# What the exercise asks
Set down, exactly as written, every line from the one containing "ring pip: (786, 273)" through the end of the listing.

# Provided data
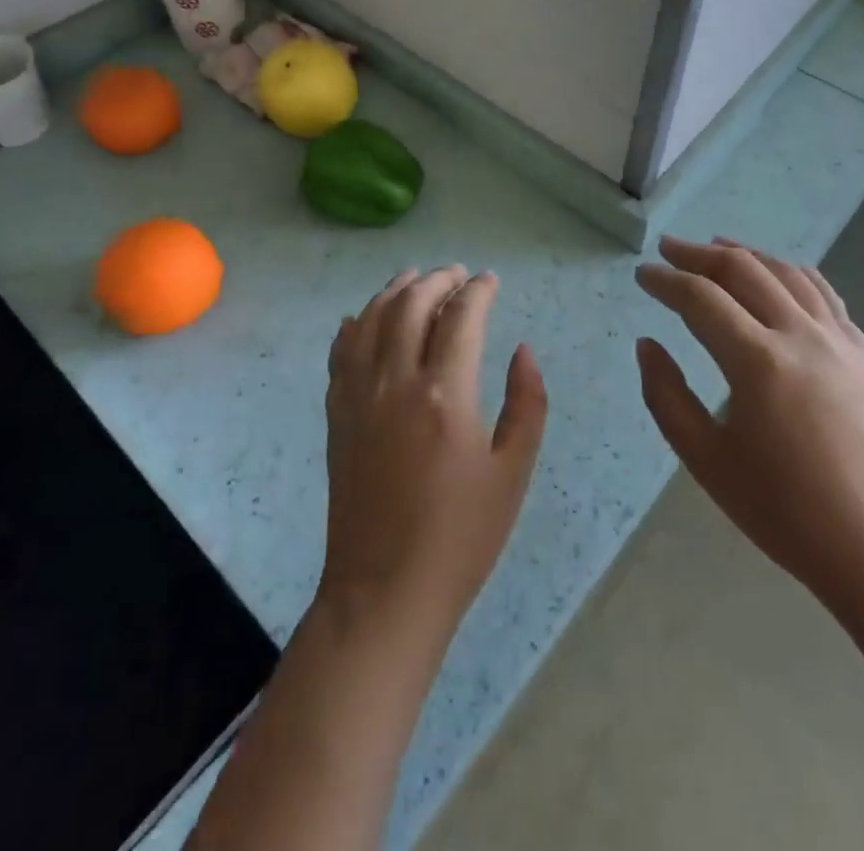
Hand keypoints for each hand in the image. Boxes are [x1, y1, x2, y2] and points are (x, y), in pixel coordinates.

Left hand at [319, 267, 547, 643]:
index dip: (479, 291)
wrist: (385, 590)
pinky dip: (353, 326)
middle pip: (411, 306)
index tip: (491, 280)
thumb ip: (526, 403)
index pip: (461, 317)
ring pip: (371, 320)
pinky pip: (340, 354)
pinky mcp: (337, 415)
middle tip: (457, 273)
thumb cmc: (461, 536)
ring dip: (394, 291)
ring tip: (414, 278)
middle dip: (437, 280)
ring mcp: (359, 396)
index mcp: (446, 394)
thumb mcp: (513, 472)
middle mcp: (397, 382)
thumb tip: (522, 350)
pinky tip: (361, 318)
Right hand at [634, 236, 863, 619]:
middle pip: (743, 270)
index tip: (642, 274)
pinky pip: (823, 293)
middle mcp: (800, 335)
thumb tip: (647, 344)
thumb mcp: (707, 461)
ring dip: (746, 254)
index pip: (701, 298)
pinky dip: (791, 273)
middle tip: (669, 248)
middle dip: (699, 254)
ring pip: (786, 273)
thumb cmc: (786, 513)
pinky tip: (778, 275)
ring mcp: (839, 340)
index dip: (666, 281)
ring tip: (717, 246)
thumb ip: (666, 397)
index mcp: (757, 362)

# Your response
ring pip: (786, 273)
thumb cmc: (786, 513)
pinky tip: (778, 275)
ring mcp: (839, 340)
index dip: (666, 281)
ring tip: (717, 246)
thumb ip: (666, 397)
index mcp: (757, 362)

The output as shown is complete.